:: Study material ::
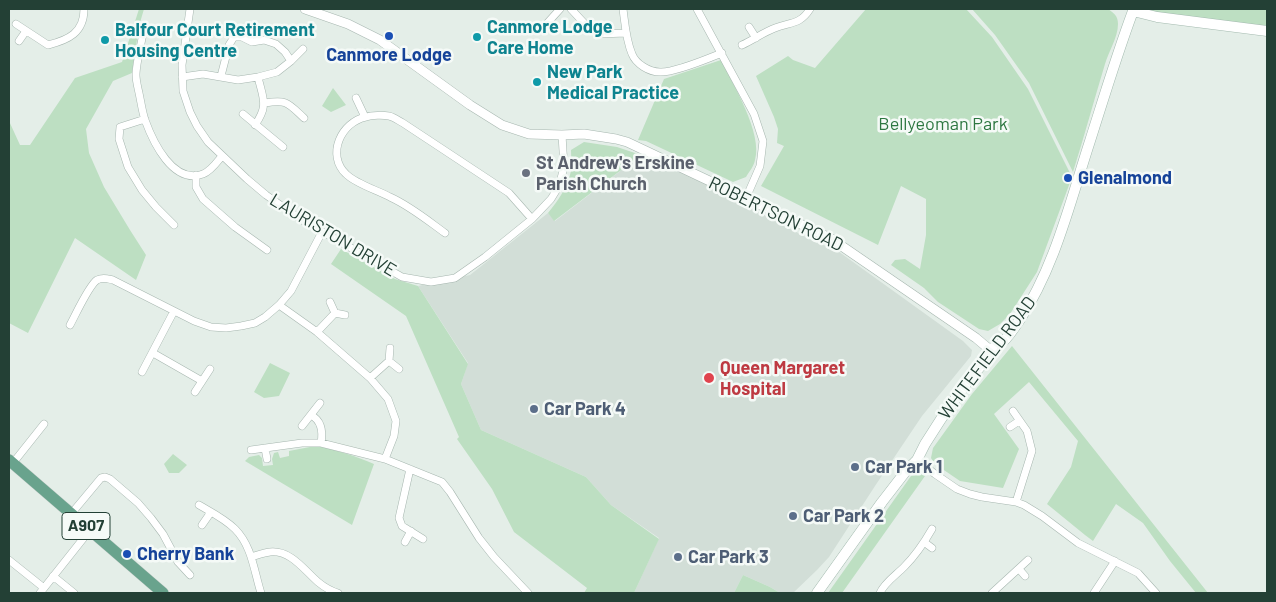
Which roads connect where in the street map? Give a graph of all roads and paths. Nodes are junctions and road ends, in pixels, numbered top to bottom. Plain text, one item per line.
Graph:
1 (84, 9) edge
2 (190, 9) edge
3 (305, 9) edge
4 (560, 9) edge
5 (571, 9) edge
6 (623, 9) edge
7 (698, 9) edge
8 (810, 9) edge
9 (1130, 10) edge
10 (16, 24) dead end
11 (749, 27) dead end
12 (541, 30) dead end
13 (1267, 30) edge
14 (26, 31) junction
15 (143, 33) dead end
16 (626, 33) junction
17 (756, 38) junction
18 (19, 41) dead end
19 (742, 45) dead end
20 (303, 49) dead end
21 (722, 53) junction
22 (291, 61) junction
23 (182, 76) junction
24 (221, 76) junction
25 (258, 77) junction
26 (356, 98) dead end
27 (264, 103) junction
28 (243, 114) dead end
29 (365, 117) junction
30 (304, 118) dead end
31 (145, 119) junction
32 (256, 125) junction
33 (562, 135) junction
34 (283, 147) dead end
35 (222, 156) junction
36 (196, 175) junction
37 (746, 198) junction
38 (532, 219) junction
39 (174, 226) dead end
40 (322, 232) junction
41 (445, 233) dead end
42 (267, 250) dead end
43 (330, 302) dead end
44 (279, 305) junction
45 (174, 311) junction
46 (335, 313) junction
47 (345, 314) dead end
48 (70, 326) dead end
49 (317, 332) junction
50 (390, 348) dead end
51 (989, 349) junction
52 (153, 353) junction
53 (388, 362) junction
54 (210, 369) dead end
55 (399, 369) dead end
56 (142, 372) dead end
57 (370, 378) junction
58 (202, 381) junction
59 (195, 392) dead end
60 (320, 402) dead end
61 (1013, 411) dead end
62 (311, 415) junction
63 (1019, 421) junction
64 (44, 424) dead end
65 (302, 426) dead end
66 (1010, 427) dead end
67 (321, 443) junction
68 (265, 448) junction
69 (251, 450) dead end
70 (267, 459) dead end
71 (385, 459) junction
72 (917, 460) junction
73 (11, 461) edge
74 (410, 469) junction
75 (1016, 502) junction
76 (199, 505) dead end
77 (211, 512) junction
78 (71, 514) junction
79 (202, 525) dead end
80 (932, 529) dead end
81 (90, 530) junction
82 (411, 532) junction
83 (423, 539) dead end
84 (405, 542) dead end
85 (924, 542) junction
86 (932, 548) dead end
87 (251, 557) junction
88 (9, 560) edge
89 (1028, 560) dead end
90 (1115, 561) junction
91 (1019, 569) junction
92 (190, 574) dead end
93 (53, 576) junction
94 (1025, 576) dead end
95 (42, 591) edge
96 (74, 593) edge
97 (163, 593) edge
98 (261, 593) edge
99 (338, 593) edge
100 (528, 593) edge
101 (817, 593) edge
102 (880, 593) edge
103 (992, 593) edge
104 (1094, 593) edge
105 (1156, 593) edge

1 - 14 street
2 - 23 street, LAURISTON DRIVE
3 - 33 street, ROBERTSON ROAD
4 - 12 street
5 - 16 street
6 - 16 street
7 - 21 street
8 - 17 street
9 - 13 main road
9 - 51 main road, WHITEFIELD ROAD
10 - 14 street
11 - 17 street
14 - 18 street
15 - 31 street
16 - 21 street
17 - 19 street
20 - 22 street
21 - 37 street
22 - 24 street
22 - 25 street
23 - 24 street
23 - 35 street, LAURISTON DRIVE
24 - 25 street
25 - 27 street
26 - 29 street
27 - 30 street
27 - 32 street
28 - 32 street
29 - 38 street
29 - 41 street
31 - 36 street
31 - 39 street
32 - 34 street
33 - 37 street, ROBERTSON ROAD
33 - 38 street, LAURISTON DRIVE
35 - 36 street
35 - 40 street, LAURISTON DRIVE
36 - 42 street
37 - 51 street, ROBERTSON ROAD
38 - 40 street, LAURISTON DRIVE
40 - 44 street
43 - 46 street
44 - 45 street
44 - 49 street
45 - 48 street
45 - 52 street
46 - 47 street
46 - 49 street
49 - 57 street
50 - 53 street
51 - 72 main road, WHITEFIELD ROAD
52 - 56 street
52 - 58 street
53 - 55 street
53 - 57 street
54 - 58 street
57 - 71 street
58 - 59 street
60 - 62 street
61 - 63 street
62 - 65 street
62 - 67 street
63 - 66 street
63 - 75 street
64 - 73 street
67 - 68 street
67 - 71 street
68 - 69 street
68 - 70 street
71 - 74 street
72 - 75 street
72 - 101 main road, WHITEFIELD ROAD
73 - 78 main road, A907
74 - 82 street
74 - 100 street
75 - 90 street
76 - 77 street
77 - 79 street
77 - 87 street
78 - 81 main road, A907
78 - 92 street
80 - 85 street
81 - 93 street
81 - 97 main road, A907
82 - 83 street
82 - 84 street
85 - 86 street
85 - 102 street
87 - 98 street
87 - 99 street
88 - 95 street
89 - 91 street
90 - 104 street
90 - 105 street
91 - 94 street
91 - 103 street
93 - 95 street
93 - 96 street

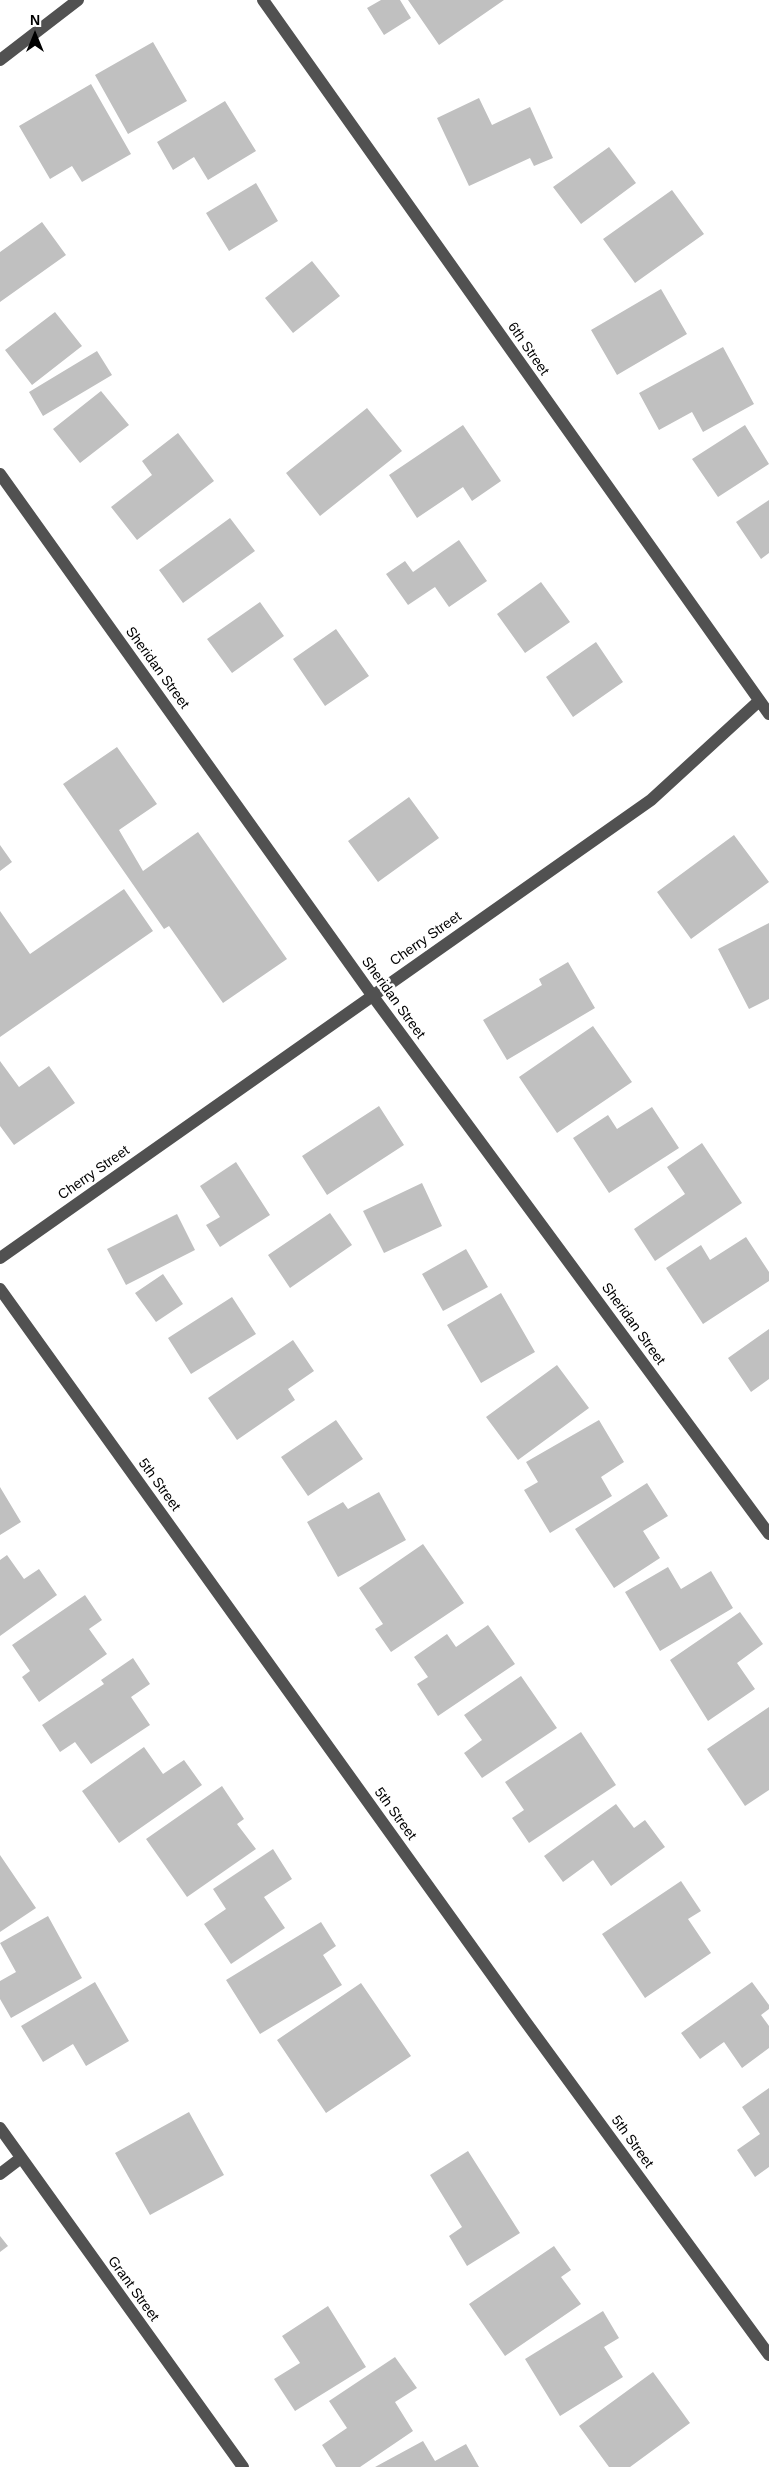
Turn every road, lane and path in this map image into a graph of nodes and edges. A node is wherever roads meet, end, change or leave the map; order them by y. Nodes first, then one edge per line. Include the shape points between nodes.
1 (78, 0) edge
2 (263, 0) edge
3 (0, 60) edge
4 (0, 474) edge
5 (759, 701) junction
6 (769, 714) edge
7 (372, 995) junction
8 (0, 1258) edge
9 (0, 1288) edge
10 (769, 1534) edge
11 (0, 2128) edge
12 (21, 2158) junction
13 (0, 2174) edge
14 (769, 2355) edge
15 (243, 2467) edge

1 - 3 street
2 - 5 street, 6th Street
4 - 7 street, Sheridan Street
5 - 6 street, 6th Street
5 - 7 street, Cherry Street via 651,800
7 - 8 street, Cherry Street
7 - 10 street, Sheridan Street
9 - 14 street, 5th Street
11 - 12 street, Grant Street
12 - 13 street
12 - 15 street, Grant Street

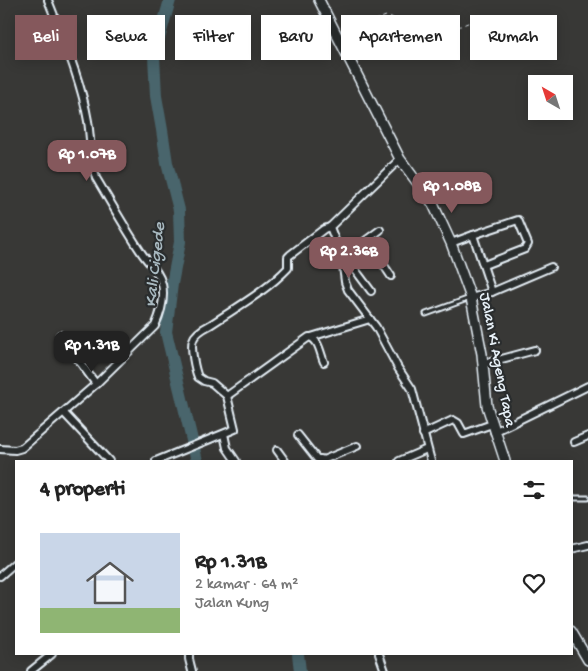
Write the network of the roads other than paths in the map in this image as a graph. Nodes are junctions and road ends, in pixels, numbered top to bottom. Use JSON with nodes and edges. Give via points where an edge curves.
{"nodes":[{"id":1,"x":48,"y":0,"type":"edge"},
{"id":2,"x":319,"y":0,"type":"edge"},
{"id":3,"x":400,"y":159,"type":"junction"},
{"id":4,"x":330,"y":227,"type":"junction"},
{"id":5,"x":380,"y":230,"type":"dead end"},
{"id":6,"x":474,"y":235,"type":"junction"},
{"id":7,"x":367,"y":240,"type":"junction"},
{"id":8,"x":451,"y":243,"type":"junction"},
{"id":9,"x":343,"y":257,"type":"junction"},
{"id":10,"x":484,"y":265,"type":"junction"},
{"id":11,"x":552,"y":267,"type":"dead end"},
{"id":12,"x":391,"y":276,"type":"dead end"},
{"id":13,"x":371,"y":291,"type":"dead end"},
{"id":14,"x":492,"y":292,"type":"junction"},
{"id":15,"x":470,"y":298,"type":"junction"},
{"id":16,"x":426,"y":314,"type":"dead end"},
{"id":17,"x":370,"y":319,"type":"junction"},
{"id":18,"x":60,"y":335,"type":"dead end"},
{"id":19,"x":311,"y":337,"type":"junction"},
{"id":20,"x":535,"y":350,"type":"dead end"},
{"id":21,"x":324,"y":362,"type":"dead end"},
{"id":22,"x":483,"y":364,"type":"junction"},
{"id":23,"x":96,"y":384,"type":"junction"},
{"id":24,"x":588,"y":386,"type":"edge"},
{"id":25,"x":227,"y":396,"type":"junction"},
{"id":26,"x":64,"y":413,"type":"junction"},
{"id":27,"x":493,"y":428,"type":"junction"},
{"id":28,"x":224,"y":434,"type":"junction"},
{"id":29,"x":423,"y":434,"type":"junction"},
{"id":30,"x":298,"y":436,"type":"dead end"},
{"id":31,"x":588,"y":436,"type":"edge"},
{"id":32,"x":574,"y":442,"type":"dead end"},
{"id":33,"x":356,"y":446,"type":"dead end"},
{"id":34,"x":0,"y":449,"type":"edge"},
{"id":35,"x":427,"y":449,"type":"junction"},
{"id":36,"x":277,"y":450,"type":"dead end"},
{"id":37,"x":108,"y":460,"type":"edge"},
{"id":38,"x":158,"y":460,"type":"edge"},
{"id":39,"x":235,"y":460,"type":"edge"},
{"id":40,"x":284,"y":460,"type":"edge"},
{"id":41,"x":320,"y":460,"type":"edge"},
{"id":42,"x":401,"y":460,"type":"edge"},
{"id":43,"x":432,"y":460,"type":"edge"},
{"id":44,"x":505,"y":460,"type":"edge"},
{"id":45,"x":573,"y":498,"type":"edge"},
{"id":46,"x":588,"y":498,"type":"edge"},
{"id":47,"x":588,"y":545,"type":"edge"},
{"id":48,"x":573,"y":549,"type":"edge"},
{"id":49,"x":15,"y":563,"type":"edge"},
{"id":50,"x":0,"y":576,"type":"edge"},
{"id":51,"x":573,"y":634,"type":"edge"},
{"id":52,"x":51,"y":655,"type":"edge"},
{"id":53,"x":190,"y":655,"type":"edge"},
{"id":54,"x":378,"y":655,"type":"edge"},
{"id":55,"x":588,"y":660,"type":"edge"},
{"id":56,"x":31,"y":671,"type":"edge"},
{"id":57,"x":192,"y":671,"type":"edge"},
{"id":58,"x":385,"y":671,"type":"edge"}],
"edges":[{"from":1,"to":23,"type":"street","via":[[88,121],[96,178],[142,253],[157,271],[162,285],[163,294],[155,326]]},
{"from":2,"to":3,"type":"street","name":"Jalan Ki Ageng Tapa"},
{"from":3,"to":4,"type":"street"},
{"from":3,"to":8,"type":"street","name":"Jalan Ki Ageng Tapa","via":[[433,204]]},
{"from":4,"to":9,"type":"street"},
{"from":4,"to":25,"type":"street","via":[[290,255],[288,268],[275,280],[193,338],[198,377],[212,382]]},
{"from":5,"to":7,"type":"street"},
{"from":6,"to":8,"type":"street"},
{"from":6,"to":10,"type":"street"},
{"from":6,"to":10,"type":"street","via":[[518,220],[528,244]]},
{"from":7,"to":9,"type":"street"},
{"from":7,"to":12,"type":"street"},
{"from":8,"to":15,"type":"street","name":"Jalan Ki Ageng Tapa"},
{"from":9,"to":13,"type":"street"},
{"from":9,"to":17,"type":"street","via":[[348,290]]},
{"from":10,"to":14,"type":"street"},
{"from":11,"to":14,"type":"street"},
{"from":14,"to":15,"type":"street"},
{"from":15,"to":16,"type":"lane"},
{"from":15,"to":22,"type":"street","name":"Jalan Ki Ageng Tapa"},
{"from":17,"to":19,"type":"street"},
{"from":17,"to":29,"type":"street","via":[[412,389]]},
{"from":18,"to":23,"type":"street"},
{"from":19,"to":21,"type":"street","via":[[316,341]]},
{"from":19,"to":25,"type":"street"},
{"from":20,"to":22,"type":"street"},
{"from":22,"to":27,"type":"street","name":"Jalan Ki Ageng Tapa","via":[[487,406]]},
{"from":23,"to":26,"type":"street"},
{"from":24,"to":27,"type":"street"},
{"from":25,"to":28,"type":"street","via":[[236,428]]},
{"from":26,"to":34,"type":"street","via":[[22,448]]},
{"from":26,"to":37,"type":"street"},
{"from":27,"to":29,"type":"street","via":[[464,434],[453,420]]},
{"from":27,"to":44,"type":"street","name":"Jalan Ki Ageng Tapa"},
{"from":28,"to":38,"type":"street"},
{"from":28,"to":39,"type":"street","via":[[227,448]]},
{"from":29,"to":35,"type":"street"},
{"from":30,"to":41,"type":"street"},
{"from":31,"to":32,"type":"street"},
{"from":33,"to":41,"type":"street"},
{"from":35,"to":42,"type":"street"},
{"from":35,"to":43,"type":"street"},
{"from":36,"to":40,"type":"street"},
{"from":45,"to":46,"type":"lane"},
{"from":47,"to":48,"type":"street"},
{"from":49,"to":50,"type":"street"},
{"from":51,"to":55,"type":"street"},
{"from":52,"to":56,"type":"street"},
{"from":53,"to":57,"type":"street"},
{"from":54,"to":58,"type":"street"}]}
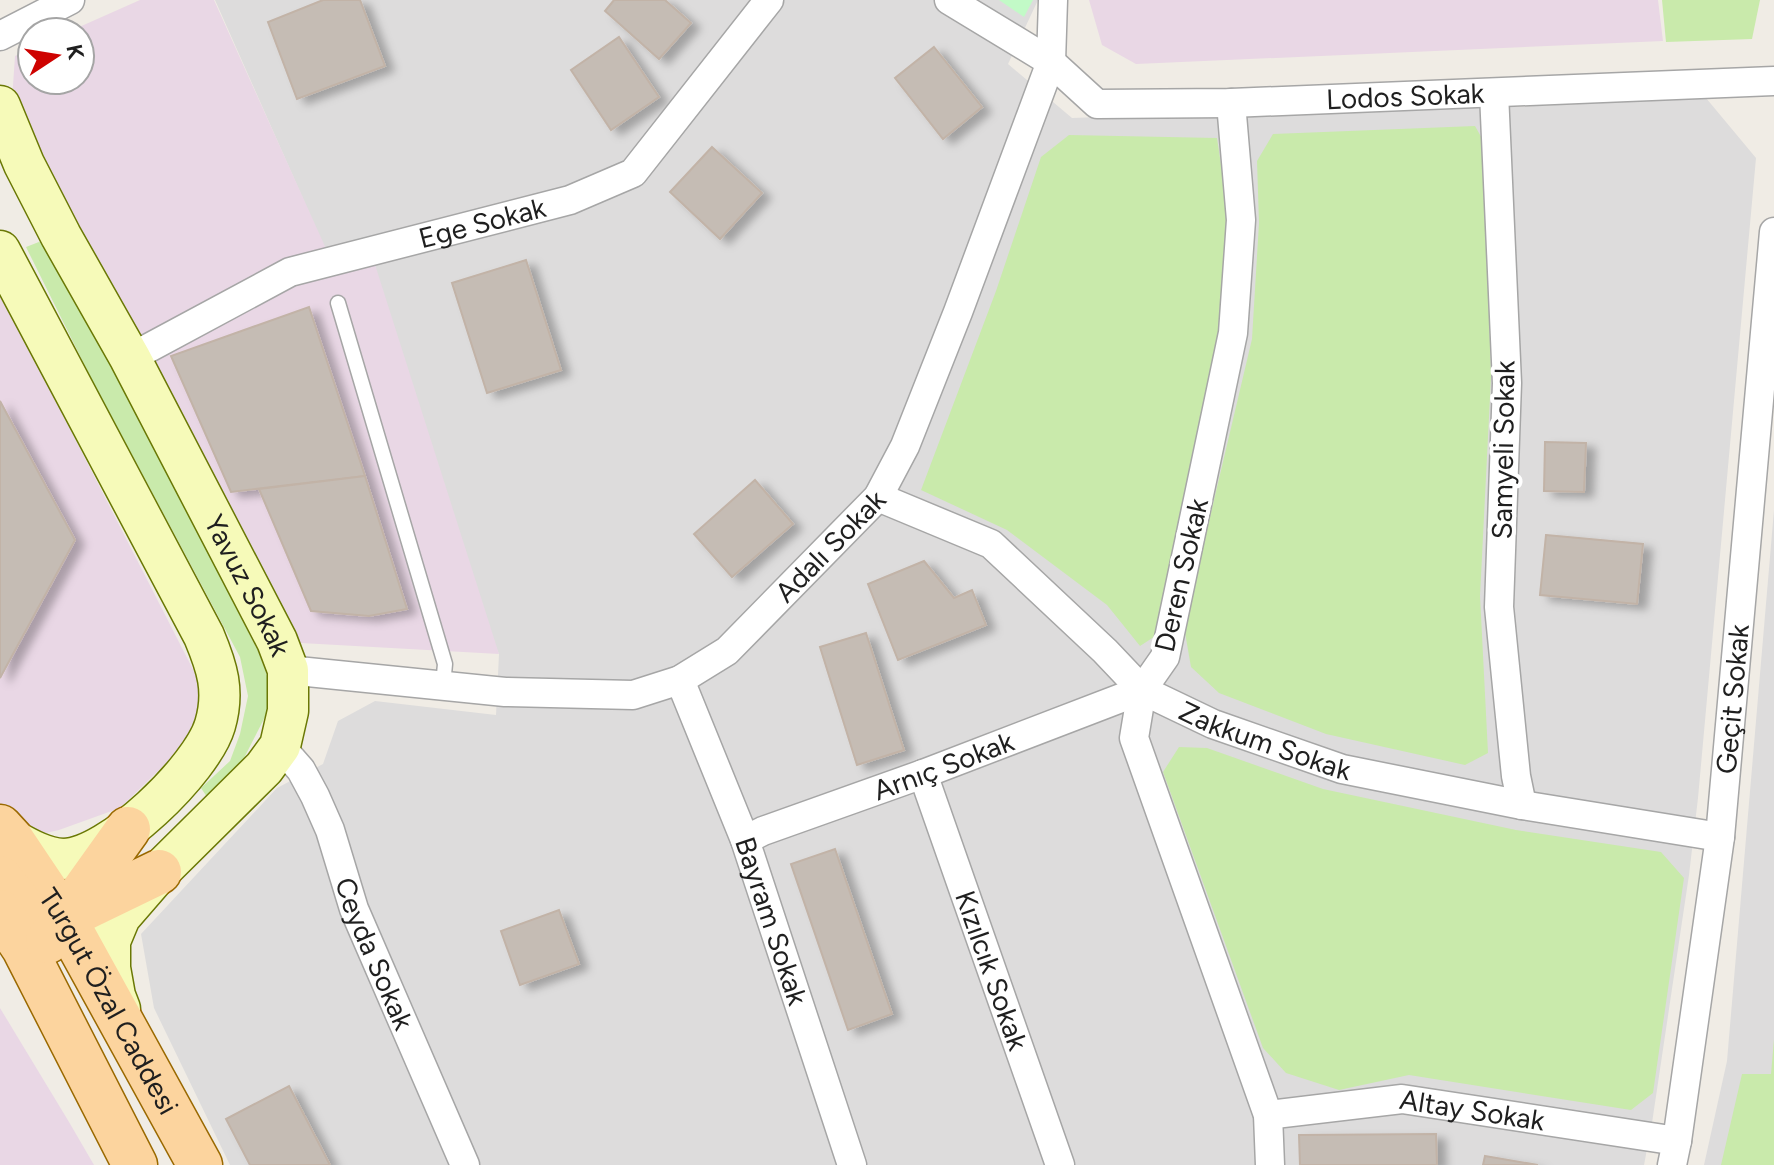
:::
Task objective:
Where a line of the data above includes the string "Jalan", pull it out.

Your response:
{"from":2,"to":3,"type":"street","name":"Jalan Ki Ageng Tapa"},
{"from":3,"to":8,"type":"street","name":"Jalan Ki Ageng Tapa","via":[[433,204]]},
{"from":8,"to":15,"type":"street","name":"Jalan Ki Ageng Tapa"},
{"from":15,"to":22,"type":"street","name":"Jalan Ki Ageng Tapa"},
{"from":22,"to":27,"type":"street","name":"Jalan Ki Ageng Tapa","via":[[487,406]]},
{"from":27,"to":44,"type":"street","name":"Jalan Ki Ageng Tapa"},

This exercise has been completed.